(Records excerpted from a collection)
▬▬▬▬▬▬▬▬▬▬
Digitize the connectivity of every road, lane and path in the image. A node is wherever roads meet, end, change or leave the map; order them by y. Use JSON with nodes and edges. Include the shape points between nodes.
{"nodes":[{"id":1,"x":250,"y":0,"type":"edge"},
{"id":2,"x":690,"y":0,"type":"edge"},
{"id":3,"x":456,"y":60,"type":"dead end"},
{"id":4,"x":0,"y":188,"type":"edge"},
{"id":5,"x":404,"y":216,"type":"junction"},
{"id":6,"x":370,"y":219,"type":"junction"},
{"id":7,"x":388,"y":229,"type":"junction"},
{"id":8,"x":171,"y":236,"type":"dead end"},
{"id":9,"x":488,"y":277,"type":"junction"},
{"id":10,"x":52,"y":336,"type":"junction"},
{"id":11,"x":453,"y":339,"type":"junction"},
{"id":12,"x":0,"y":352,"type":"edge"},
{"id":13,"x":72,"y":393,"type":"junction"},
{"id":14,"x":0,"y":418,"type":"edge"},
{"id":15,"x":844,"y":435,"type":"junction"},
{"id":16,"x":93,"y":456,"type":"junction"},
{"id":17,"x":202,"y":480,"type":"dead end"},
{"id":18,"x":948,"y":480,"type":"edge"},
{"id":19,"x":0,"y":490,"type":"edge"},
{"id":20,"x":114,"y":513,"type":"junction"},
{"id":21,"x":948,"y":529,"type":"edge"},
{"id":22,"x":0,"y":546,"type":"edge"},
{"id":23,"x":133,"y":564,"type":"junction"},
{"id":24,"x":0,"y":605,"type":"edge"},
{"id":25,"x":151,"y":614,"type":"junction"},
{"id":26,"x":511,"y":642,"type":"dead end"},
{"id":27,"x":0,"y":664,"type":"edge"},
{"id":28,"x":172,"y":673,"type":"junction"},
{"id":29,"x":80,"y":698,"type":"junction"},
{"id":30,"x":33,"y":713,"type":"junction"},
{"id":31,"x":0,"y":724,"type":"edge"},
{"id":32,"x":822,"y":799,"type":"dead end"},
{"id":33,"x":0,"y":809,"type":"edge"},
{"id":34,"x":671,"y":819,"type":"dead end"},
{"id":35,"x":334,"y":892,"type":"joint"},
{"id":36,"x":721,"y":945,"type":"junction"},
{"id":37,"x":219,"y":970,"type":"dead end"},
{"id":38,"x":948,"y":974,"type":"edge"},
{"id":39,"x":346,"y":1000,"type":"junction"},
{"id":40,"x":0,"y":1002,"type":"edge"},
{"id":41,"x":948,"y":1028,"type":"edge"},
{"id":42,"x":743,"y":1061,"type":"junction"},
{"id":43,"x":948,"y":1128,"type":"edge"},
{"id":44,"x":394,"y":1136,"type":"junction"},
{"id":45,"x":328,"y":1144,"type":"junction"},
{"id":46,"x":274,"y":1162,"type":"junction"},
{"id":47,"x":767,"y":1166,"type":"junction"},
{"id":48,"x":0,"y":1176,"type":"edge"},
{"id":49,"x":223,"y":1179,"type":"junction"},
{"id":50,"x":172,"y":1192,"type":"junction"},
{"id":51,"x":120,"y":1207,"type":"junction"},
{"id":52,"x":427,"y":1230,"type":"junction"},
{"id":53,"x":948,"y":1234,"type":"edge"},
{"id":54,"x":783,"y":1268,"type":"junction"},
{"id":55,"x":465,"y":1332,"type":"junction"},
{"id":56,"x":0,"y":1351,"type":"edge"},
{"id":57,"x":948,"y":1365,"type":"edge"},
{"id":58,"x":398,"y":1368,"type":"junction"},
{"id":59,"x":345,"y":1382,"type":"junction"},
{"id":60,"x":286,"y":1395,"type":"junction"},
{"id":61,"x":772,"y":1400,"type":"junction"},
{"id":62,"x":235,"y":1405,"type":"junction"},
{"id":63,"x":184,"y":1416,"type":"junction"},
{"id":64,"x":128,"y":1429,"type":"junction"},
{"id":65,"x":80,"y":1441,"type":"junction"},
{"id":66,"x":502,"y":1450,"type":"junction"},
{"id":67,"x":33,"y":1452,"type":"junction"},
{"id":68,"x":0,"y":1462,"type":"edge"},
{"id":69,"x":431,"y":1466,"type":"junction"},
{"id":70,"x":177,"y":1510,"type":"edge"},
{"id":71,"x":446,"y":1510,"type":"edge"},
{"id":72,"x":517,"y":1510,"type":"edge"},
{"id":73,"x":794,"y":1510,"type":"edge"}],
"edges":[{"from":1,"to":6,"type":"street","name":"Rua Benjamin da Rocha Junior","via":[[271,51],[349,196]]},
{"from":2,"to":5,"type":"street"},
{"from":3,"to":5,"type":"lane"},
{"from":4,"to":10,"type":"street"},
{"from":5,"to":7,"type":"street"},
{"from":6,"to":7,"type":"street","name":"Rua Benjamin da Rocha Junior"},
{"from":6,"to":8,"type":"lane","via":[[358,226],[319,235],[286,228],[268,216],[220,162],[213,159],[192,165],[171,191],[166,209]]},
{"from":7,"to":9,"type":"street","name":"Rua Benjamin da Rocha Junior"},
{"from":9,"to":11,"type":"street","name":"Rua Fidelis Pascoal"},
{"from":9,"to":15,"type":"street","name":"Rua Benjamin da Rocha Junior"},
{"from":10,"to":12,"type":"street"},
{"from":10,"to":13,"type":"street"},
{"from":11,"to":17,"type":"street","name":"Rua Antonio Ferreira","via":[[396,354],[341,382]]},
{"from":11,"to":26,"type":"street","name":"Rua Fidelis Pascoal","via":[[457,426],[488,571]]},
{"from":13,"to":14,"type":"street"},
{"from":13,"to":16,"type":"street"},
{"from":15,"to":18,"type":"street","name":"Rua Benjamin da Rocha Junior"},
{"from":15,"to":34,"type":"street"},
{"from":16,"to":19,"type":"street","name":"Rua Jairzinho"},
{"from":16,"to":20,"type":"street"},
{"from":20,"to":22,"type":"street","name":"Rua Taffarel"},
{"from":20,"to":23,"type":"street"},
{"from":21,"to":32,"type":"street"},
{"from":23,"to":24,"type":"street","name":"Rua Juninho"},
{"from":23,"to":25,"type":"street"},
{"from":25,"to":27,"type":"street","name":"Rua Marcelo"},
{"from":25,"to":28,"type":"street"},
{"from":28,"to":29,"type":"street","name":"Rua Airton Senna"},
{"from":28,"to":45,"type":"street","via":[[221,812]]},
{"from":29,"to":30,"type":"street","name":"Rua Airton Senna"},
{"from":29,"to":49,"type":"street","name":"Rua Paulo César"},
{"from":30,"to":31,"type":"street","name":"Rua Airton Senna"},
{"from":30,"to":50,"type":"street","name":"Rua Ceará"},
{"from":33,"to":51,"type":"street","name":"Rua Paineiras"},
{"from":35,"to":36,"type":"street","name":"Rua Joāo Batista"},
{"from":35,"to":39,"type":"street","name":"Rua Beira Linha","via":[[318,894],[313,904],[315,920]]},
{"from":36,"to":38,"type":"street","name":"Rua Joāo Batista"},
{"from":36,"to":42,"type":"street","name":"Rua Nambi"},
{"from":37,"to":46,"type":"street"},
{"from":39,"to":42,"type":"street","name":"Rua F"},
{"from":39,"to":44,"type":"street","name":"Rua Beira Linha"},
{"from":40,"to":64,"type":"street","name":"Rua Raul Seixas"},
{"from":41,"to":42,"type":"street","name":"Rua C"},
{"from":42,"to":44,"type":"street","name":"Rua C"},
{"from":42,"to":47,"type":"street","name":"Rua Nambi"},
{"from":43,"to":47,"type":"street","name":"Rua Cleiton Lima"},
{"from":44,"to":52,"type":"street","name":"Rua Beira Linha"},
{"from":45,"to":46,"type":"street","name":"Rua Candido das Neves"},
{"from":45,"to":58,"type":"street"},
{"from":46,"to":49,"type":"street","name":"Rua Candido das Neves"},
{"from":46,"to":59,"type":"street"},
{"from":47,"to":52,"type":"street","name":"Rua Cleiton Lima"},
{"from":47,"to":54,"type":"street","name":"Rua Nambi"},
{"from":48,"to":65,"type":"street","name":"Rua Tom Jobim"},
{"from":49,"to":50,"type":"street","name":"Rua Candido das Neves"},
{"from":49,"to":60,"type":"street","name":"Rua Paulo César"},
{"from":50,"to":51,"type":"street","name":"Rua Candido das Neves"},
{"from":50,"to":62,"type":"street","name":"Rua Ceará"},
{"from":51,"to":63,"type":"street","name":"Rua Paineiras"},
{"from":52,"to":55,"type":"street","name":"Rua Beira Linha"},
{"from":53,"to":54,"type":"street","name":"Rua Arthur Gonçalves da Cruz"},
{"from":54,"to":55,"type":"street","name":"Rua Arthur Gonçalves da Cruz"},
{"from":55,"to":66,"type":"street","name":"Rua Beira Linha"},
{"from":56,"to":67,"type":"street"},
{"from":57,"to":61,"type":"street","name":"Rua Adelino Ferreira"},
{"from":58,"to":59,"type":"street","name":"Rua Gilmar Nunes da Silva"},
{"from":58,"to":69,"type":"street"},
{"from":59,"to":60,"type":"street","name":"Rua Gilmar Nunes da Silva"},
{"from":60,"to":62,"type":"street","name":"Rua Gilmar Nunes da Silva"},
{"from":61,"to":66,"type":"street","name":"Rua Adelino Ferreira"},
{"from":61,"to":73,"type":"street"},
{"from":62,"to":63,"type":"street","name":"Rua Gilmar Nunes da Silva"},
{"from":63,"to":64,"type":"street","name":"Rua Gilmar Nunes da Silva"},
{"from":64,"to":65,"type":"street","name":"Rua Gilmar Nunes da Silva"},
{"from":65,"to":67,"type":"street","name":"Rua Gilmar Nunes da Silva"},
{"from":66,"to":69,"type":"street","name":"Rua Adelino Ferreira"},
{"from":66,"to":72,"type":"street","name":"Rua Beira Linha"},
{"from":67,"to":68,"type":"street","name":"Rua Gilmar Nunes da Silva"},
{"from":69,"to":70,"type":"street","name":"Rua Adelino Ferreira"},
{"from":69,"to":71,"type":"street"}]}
▬▬▬▬▬▬▬▬▬▬
#### What to produce:
From the records given above, copy all lines containing "nodes".

#### Completed exercise:
Digitize the connectivity of every road, lane and path in the image. A node is wherever roads meet, end, change or leave the map; order them by y. Use JSON with nodes and edges. Include the shape points between nodes.
{"nodes":[{"id":1,"x":250,"y":0,"type":"edge"},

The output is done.